But rather than regret and atone with stricter goal setting, I want to argue the opposite: Loosen the reins and be even more generous with time and money. Let go of the Protestant ethic of “work, work, work” and “save, save, save.” Instead, start putting principles over profits.
Twenty years ago, I faced a major test of placing loyalty and friendship over dollars and cents. One of my best friends cofounded a booming internet company fuelled by a huge IPO. I was fortunate to be an initial advisor. But when he called me to ask me to agree to an additional six-month lock-up period and hold onto my stock to send an upbeat message to Wall Street, even I had to think about it. I pride myself on being devoted, but unlike the other early shareholders, I was running a small business and had a big mortgage and a kid on the way.
My accountant’s advice was swift and to the point: I must not agree. I had a “get-out-of-jail card,” meaning I was no longer legally “locked up” and obligated to keep my shares. If I sold, I could instead give a few million to the founder’s favourite charity. From a financial point of view, it was a total no-brainer that I should immediately sell, my accountant said. He issued no rulings on friendship or ethical considerations.
The next day, I called my friend and told him that I would not have had any of this financial windfall without him. I would honour his request and send over the signed paperwork.
On January 3rd, 2000, the stock price of Akamai Technologies reached an all-time high of $US345.50 – and I had 180,000 shares. In April 2000, a few weeks after my fateful conversation, Internet 1.0 came crashing down. I checked Yahoo Finance several times a day and watched as the stock price tumbled. By October, it was down to $US45 dollars. I eventually sold at a fraction of the high. I lost an estimated $US25 million from that one phone call alone.
Many of my friends shook their heads in disbelief, and, to this day, some still vehemently disagree with my decision. But I have no regrets and still marvel at my luck – especially as my friend,Danny Lewin, was murdered a year and a half later on 9/11.
Such defining moments have become guideposts for me on how I live my life.
I draw inspiration from people like Aaron Feuerstein, who saw beyond the dollar. He was the CEO of Malden Mills, the first to manufacture Polartec polar fleece. After his New England factory burned down in 1995, he continued to pay the salaries of his 3,000 workers while the plant was being rebuilt – an act of nobility.
I don’t lay off good employees or talented freelancers even when we’re having a tough year.
In both my personal and professional lives, I’ve targeted areas where I use money (even when I can ill afford it) in values-based ways:
- Education: Great public schools exist, but my three kids mostly went to private school. The experience has offered many advantages – including small class sizes and highly engaged teachers – that most students unfortunately don’t receive. If I could, I’d do more to improve public education.
- Charity: A friend once said people give for only three reasons: out of guilt, for the ego, or because it’s worthwhile. I’ve tried to do the latter with causes like DonorsChoose.
- Home: How I wish I had the money back for building that stone fence or the office next to the garage at my house in Connecticut, sold long ago.

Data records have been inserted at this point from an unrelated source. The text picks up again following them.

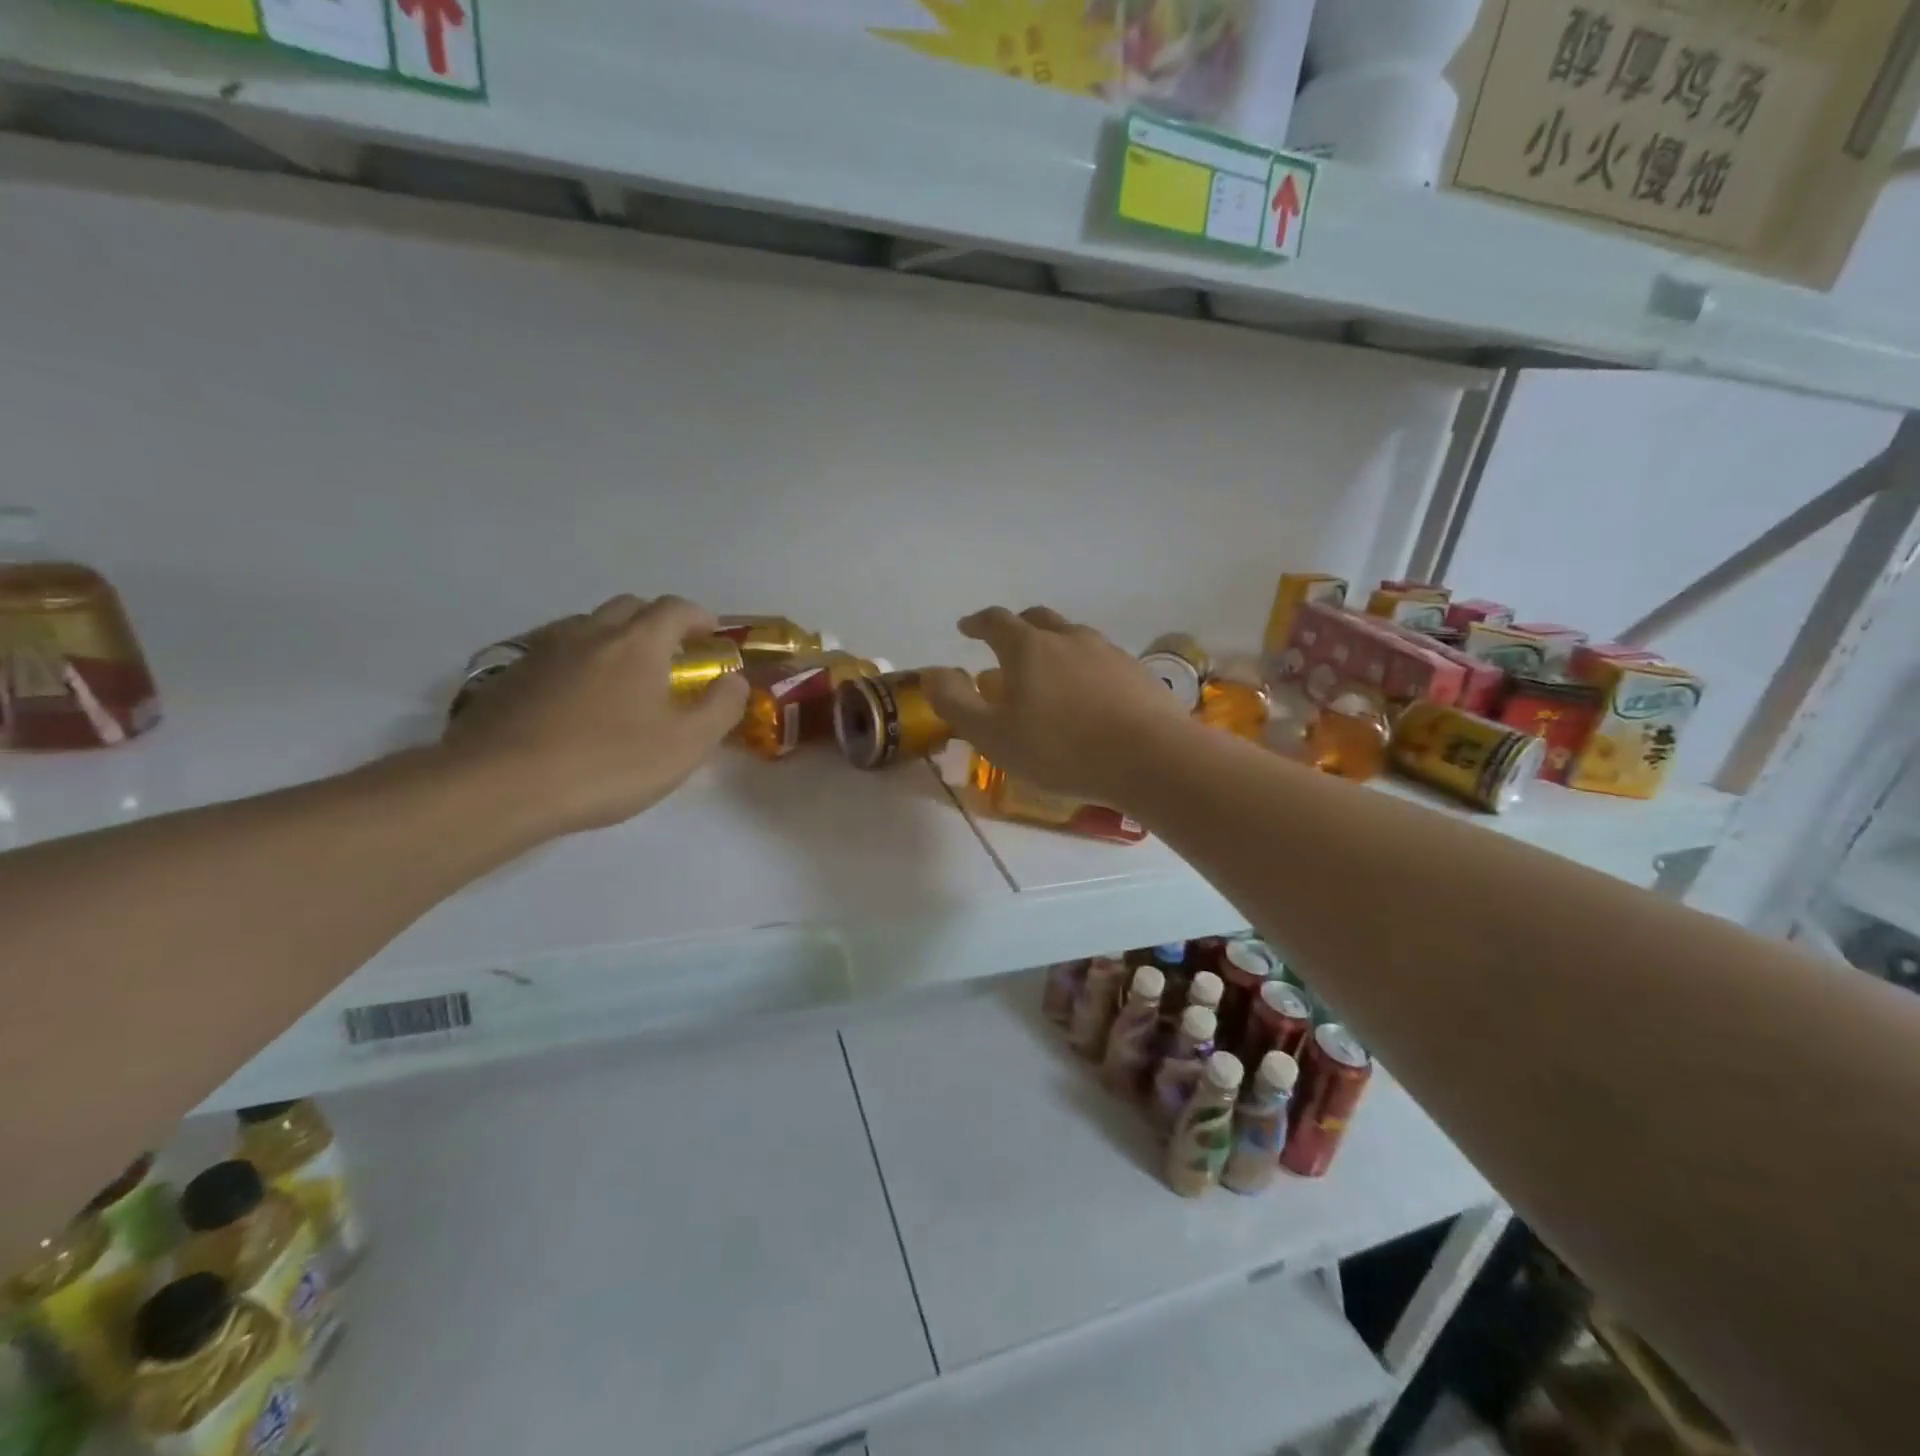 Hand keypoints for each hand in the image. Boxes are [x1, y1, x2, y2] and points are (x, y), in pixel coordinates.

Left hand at [442, 595, 748, 835]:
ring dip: (615, 638)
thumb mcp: (686, 745)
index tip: (712, 638)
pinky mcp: (509, 677)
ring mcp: (543, 651)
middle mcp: (590, 633)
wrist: (498, 787)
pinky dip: (578, 662)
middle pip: (629, 607)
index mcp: (637, 643)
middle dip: (657, 622)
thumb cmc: (607, 764)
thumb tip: (734, 680)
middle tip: (672, 656)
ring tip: (624, 677)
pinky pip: (555, 653)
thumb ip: (721, 707)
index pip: (675, 608)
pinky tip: (577, 701)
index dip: (699, 617)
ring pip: (588, 626)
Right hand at [923, 606, 1193, 805]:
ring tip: (1047, 673)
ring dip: (1053, 646)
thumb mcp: (992, 735)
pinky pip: (1100, 660)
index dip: (976, 623)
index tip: (966, 628)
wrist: (1150, 758)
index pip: (995, 621)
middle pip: (1037, 619)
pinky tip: (1088, 695)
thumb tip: (931, 672)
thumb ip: (954, 702)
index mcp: (1028, 648)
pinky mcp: (1136, 672)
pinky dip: (1083, 667)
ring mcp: (1107, 652)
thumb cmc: (1060, 749)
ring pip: (1072, 637)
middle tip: (1005, 645)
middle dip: (1016, 627)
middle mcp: (1068, 638)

Your contractor will tell you that you’ll increase the resale value. Don’t believe him. Judicious improvements that are focused on family are another story: turning that basement into a family room or buying that jumbo swing set will have exponential returns on fun, family bonding and unforgettable memories.
- Travel: Other couples get divorced; my wife and I move around. Of course, with the kids in tow – sometimes to their annoyance. We fall in love with new neighbourhoods and cities, and sometimes end up moving there. Make a point to go abroad, take that safari in Tanzania, tour Angkor Wat in Cambodia, float in the Blue Lagoon in Iceland. Been there and done that – it’s worth it.
- Entrepreneurship: I will probably never be interviewed by my favourite podcast, “How I Built This,” featuring the most successful startup founders, but I haven’t been shy about turning a crazy idea into a business. One or two have been successful. Another, a pre-YouTube web video company, was a financial disaster. Obviously, that’s the one that taught me the most. The first lesson I learned was that if you don’t know how to do the work that your business is based on, such as video production, you probably shouldn’t be running that business. The second is, as my friend Scott Tobin, a successful venture capitalist, once told me, “Don’t believe your own publicity.” We were getting press left, right, and centre for a novel idea, but novel ideas don’t always make good business models.
All of this reflects research which shows that true happiness is built on experiences – not material possessions.
This journey hasn’t been easy. For some it might serve mostly as a cautionary tale about how people blow their money. I’m comfortable, but not nearly in the way I’d be if I had turned down the request of 20 years ago and invested the principal. But I’ve had much joy along the way, and the photo albums have infinitely more worth than financial statements.
Sure, I’ve doubted myself a little about my handling and mishandling of money. I joke about my financially savvy son suing me one day for financial malpractice after combing through the records of our nest egg whittled down.
But if my regrets are limited to the financial (even the best investors have a few of those) then I’m in good company. I still have the ability to fight my way out of the jam and eat what I kill – by getting more clients, or even writing a book that honours the above principles.
Frugality can become stinginess with deceptive speed. And that attaches not only to your bank account – it affects your state of mind. And, as my friend Anthony reminds me, giving it away creates good karma. We could all use more of that.
There’s more to life than adding up the possessions – or even the career accomplishments. Give yourself permission to bestow gifts on others in 2020 – and most importantly on yourself.